RoRvsWild

Experimenting to optimize SQL query by x360 and some tips to read query plans

SQL is among the main skills for Ruby on Rails developers. When talking about performance, it's, for instance, critical to understand a query plan. When unsure, experimenting can sometimes go a long way, as this story of query optimization can tell.

Introducing the schema

RorVsWild stores server metrics each minute (load average, CPU, memory and storage). The table has few millions of entries and weight a bit less than 2GB. That is neither huge nor small, but it is big enough to cause slow queries if something is wrong with indexes. And as we are monitoring RorVsWild with RorVsWild, we cannot ignore something wrong here.

The slow query returns data to display a chart of the load average from several servers. The chart displays 3 lines: the minimum, the maximum, and the average. That is useful for detecting if one server is out of breath or slacking.

Server charts with load average, CPU, RAM and disk

This data comes from the table server_metrics_per_minutes with the following definition:

\d server_metrics_per_minutes
                                           Table "public.server_metrics_per_minutes"
    Column     |              Type              | Collation | Nullable |                        Default
---------------+--------------------------------+-----------+----------+--------------------------------------------------------
 id            | bigint                         |           | not null | nextval('server_metrics_per_minutes_id_seq'::regclass)
 server_id     | bigint                         |           | not null |
 -- Columns which are not relevant have been removed
 load_average  | double precision               |           | not null |
 cpu_count     | integer                        |           |          |
 created_at    | timestamp(6) without time zone |           | not null |
 updated_at    | timestamp(6) without time zone |           | not null |
Indexes:
    "server_metrics_per_minutes_pkey" PRIMARY KEY, btree (id)
    "index_server_metrics_per_minutes_on_created_at_and_server_id" btree (created_at, server_id)
    "index_server_metrics_per_minutes_on_server_id_and_created_at" UNIQUE, btree (server_id, date_trunc('minute'::text, created_at))
Foreign-key constraints:
    "fk_rails_c12a7f2f44" FOREIGN KEY (server_id) REFERENCES servers(id)

The table stores a row per server and per minute with the load average and the CPU count.
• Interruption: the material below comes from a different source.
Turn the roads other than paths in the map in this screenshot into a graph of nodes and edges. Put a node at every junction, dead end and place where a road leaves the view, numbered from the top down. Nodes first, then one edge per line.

Other columns have been redacted since we don’t need them for this article. The second index, a unique index, server_id, date_trunc('minute'::text, created_at), ensures only one metric per server is stored. It is not intended to optimize readings but only to guarantee uniqueness.
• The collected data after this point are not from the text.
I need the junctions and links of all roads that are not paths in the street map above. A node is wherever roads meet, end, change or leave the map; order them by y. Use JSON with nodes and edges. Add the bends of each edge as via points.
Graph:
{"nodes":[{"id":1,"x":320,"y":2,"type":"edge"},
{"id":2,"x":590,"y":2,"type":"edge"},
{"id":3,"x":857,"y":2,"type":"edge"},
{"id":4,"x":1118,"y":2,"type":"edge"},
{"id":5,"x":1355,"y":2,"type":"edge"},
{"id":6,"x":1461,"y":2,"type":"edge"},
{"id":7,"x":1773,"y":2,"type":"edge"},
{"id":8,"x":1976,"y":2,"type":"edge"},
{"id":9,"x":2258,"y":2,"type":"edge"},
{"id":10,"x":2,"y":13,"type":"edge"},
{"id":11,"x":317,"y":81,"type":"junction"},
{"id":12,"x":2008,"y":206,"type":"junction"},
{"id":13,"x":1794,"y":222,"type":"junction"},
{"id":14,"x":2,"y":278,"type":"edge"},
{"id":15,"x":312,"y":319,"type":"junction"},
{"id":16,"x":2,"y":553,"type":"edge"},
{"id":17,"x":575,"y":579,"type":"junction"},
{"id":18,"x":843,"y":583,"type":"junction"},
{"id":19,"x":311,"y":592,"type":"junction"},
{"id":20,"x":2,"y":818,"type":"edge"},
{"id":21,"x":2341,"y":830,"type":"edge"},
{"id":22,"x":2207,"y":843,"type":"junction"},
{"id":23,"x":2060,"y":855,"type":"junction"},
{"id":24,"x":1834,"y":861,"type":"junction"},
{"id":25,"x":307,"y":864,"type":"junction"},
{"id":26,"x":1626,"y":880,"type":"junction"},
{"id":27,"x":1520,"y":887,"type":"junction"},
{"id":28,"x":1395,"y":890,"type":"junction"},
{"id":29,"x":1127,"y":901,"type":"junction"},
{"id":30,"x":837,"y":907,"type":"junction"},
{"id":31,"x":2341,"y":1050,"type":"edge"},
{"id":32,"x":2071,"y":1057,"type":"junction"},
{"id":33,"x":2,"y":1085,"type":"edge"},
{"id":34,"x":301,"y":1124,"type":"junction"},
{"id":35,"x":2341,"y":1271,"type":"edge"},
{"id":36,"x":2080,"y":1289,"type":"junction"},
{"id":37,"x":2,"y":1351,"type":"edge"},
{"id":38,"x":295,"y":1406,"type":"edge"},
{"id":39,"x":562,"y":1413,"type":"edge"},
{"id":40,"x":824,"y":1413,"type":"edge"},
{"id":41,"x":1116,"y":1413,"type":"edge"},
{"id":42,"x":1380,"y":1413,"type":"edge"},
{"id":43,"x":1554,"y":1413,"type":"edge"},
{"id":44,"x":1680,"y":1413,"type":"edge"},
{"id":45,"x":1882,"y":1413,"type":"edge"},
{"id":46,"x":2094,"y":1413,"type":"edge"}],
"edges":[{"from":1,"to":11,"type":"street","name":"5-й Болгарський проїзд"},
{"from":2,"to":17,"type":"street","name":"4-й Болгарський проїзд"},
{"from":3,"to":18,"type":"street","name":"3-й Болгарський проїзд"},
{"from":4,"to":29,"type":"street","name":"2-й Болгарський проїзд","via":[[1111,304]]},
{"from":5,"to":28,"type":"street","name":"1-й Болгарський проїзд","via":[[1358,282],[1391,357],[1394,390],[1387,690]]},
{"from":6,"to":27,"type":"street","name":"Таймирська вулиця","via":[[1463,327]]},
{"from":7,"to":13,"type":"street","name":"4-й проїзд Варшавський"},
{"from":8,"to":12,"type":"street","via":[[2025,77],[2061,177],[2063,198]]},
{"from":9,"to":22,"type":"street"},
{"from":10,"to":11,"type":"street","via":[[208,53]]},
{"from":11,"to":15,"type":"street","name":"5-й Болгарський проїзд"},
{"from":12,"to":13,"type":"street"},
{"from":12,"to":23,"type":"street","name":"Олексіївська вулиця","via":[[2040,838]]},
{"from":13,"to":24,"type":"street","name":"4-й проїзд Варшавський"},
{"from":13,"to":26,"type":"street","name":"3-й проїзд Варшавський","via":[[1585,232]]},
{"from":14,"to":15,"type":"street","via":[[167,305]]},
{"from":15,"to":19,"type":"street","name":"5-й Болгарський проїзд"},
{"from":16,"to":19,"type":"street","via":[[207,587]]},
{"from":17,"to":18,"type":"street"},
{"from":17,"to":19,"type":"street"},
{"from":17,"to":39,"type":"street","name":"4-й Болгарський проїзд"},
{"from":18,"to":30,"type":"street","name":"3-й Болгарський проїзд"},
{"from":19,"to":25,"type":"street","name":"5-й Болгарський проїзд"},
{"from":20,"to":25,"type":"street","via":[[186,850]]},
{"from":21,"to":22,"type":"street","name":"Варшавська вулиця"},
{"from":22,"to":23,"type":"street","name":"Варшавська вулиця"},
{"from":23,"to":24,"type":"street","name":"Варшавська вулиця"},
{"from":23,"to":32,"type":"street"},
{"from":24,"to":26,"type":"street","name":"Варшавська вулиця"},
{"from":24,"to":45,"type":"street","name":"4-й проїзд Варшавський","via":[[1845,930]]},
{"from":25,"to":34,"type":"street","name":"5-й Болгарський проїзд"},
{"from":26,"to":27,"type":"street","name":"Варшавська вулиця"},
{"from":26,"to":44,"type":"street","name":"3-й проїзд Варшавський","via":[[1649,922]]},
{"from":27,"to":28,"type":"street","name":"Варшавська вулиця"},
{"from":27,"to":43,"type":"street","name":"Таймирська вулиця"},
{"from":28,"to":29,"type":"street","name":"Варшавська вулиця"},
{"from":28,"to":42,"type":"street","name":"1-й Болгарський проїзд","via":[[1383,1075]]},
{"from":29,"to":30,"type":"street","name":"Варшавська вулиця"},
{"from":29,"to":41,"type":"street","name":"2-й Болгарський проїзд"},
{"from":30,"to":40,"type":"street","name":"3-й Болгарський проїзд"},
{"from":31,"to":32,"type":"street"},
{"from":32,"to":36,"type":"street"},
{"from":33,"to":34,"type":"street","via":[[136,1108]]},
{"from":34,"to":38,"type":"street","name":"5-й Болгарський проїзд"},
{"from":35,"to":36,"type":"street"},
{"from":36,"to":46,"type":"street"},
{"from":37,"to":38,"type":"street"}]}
The next step is to explore the slow query.

The slow query

WITH intervals AS (
  SELECT date AS from_date, date + INTERVAL '1 minutes' AS to_date
  FROM GENERATE_SERIES('2025-02-16T14:00:00', '2025-02-16T15:00:00', INTERVAL '1 minutes') AS date
)
SELECT
  from_date,
  to_date,
  avg(load_average / cpu_count * 100) AS avg,
  min(load_average / cpu_count * 100) AS min,
  max(load_average / cpu_count * 100) AS max
FROM intervals
LEFT OUTER JOIN server_metrics_per_minutes
  ON server_id IN (229201, 22378, 22381, 229200)
  AND created_at BETWEEN from_date AND to_date
GROUP BY from_date, to_date
ORDER BY from_date;

The query returns a row for each minute between 2025-02-16T14:00:00 and 2025-02-16T15:00:00 across four servers. Each row has two timestamps and the three load average values for the selected servers.

It starts with a common table expression that is used to join on each minute. It contains 61 rows, one per minute, thanks to generate_series. Thus, the query returns a row even if there are no metrics. Without this trick, displaying the chart would have been awkward if some data had been missing.

The join condition uses indexed columns server_id IN (229201, 22378, 22381, 229200) AND created_at BETWEEN from_date AND to_date, so everything seems optimized.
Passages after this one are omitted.